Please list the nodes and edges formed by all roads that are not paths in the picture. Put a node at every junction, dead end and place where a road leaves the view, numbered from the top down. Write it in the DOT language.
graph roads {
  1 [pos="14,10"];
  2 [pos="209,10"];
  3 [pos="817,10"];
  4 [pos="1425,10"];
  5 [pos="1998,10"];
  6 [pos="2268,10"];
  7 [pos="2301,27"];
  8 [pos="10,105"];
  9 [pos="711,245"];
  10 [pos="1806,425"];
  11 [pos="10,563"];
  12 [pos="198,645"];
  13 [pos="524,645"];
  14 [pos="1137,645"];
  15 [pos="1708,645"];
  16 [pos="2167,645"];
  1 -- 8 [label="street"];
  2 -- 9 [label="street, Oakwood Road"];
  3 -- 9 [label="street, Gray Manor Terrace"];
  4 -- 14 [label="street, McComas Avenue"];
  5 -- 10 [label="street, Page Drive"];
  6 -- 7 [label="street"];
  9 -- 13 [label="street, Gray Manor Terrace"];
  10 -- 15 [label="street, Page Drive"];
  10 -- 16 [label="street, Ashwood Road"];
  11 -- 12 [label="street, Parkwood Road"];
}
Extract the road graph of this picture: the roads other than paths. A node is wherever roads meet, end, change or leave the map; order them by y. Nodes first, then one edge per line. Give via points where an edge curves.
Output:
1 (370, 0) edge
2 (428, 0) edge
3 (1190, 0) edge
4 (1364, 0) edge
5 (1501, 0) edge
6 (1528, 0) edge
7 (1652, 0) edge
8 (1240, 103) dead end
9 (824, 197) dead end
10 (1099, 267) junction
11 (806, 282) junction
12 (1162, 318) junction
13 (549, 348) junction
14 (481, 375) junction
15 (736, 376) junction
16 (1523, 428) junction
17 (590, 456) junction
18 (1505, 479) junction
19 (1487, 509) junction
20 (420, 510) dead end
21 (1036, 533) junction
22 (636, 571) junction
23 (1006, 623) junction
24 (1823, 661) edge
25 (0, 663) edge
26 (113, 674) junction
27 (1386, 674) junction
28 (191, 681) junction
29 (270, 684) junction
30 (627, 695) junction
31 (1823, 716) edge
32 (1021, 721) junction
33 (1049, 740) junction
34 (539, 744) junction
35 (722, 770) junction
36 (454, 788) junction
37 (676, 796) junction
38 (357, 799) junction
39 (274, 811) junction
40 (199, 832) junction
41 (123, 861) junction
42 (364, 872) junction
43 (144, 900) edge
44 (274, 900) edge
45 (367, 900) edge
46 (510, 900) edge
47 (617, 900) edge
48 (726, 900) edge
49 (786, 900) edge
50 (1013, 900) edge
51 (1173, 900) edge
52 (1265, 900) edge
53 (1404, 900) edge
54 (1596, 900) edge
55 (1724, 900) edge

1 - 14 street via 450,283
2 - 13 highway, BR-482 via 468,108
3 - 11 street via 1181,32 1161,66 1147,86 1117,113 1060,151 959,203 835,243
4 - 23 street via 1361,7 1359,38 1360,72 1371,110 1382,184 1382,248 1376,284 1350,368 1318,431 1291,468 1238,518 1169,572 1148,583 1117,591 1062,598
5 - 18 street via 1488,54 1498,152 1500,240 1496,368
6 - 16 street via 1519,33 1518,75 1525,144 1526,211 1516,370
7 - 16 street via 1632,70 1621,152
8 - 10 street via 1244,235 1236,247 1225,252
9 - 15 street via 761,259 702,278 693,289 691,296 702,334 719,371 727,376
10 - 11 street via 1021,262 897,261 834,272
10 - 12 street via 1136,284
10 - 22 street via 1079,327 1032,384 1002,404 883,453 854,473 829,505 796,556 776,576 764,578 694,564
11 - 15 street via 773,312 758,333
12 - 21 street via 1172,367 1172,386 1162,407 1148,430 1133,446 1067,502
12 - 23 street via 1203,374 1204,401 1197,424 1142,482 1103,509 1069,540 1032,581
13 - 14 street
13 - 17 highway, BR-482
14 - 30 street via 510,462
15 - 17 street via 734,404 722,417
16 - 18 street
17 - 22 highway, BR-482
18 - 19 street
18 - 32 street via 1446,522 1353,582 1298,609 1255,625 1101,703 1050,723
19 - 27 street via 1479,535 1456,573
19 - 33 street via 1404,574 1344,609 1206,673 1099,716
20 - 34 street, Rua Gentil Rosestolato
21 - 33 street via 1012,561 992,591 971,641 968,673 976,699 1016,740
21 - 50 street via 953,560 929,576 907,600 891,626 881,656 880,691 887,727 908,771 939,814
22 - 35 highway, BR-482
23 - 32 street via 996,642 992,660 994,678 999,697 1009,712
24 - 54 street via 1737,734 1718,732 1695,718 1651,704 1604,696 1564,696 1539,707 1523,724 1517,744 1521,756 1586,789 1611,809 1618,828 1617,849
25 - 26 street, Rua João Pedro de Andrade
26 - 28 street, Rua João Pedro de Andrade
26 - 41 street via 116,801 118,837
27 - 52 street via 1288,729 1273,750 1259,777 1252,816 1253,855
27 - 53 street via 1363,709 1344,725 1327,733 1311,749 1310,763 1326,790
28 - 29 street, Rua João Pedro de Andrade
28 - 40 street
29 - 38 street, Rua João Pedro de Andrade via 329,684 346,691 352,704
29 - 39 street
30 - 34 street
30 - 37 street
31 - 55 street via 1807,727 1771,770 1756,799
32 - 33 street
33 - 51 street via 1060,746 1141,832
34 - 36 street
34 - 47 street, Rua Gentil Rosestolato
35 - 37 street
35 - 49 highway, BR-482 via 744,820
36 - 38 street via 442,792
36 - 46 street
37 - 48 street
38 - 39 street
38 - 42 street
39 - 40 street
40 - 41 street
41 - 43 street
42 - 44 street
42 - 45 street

---

I need each line from the listing where the word "node" occurs.

Please list the nodes and edges formed by all roads that are not paths in the picture. Put a node at every junction, dead end and place where a road leaves the view, numbered from the top down. Write it in the DOT language.
Extract the road graph of this picture: the roads other than paths. A node is wherever roads meet, end, change or leave the map; order them by y. Nodes first, then one edge per line. Give via points where an edge curves.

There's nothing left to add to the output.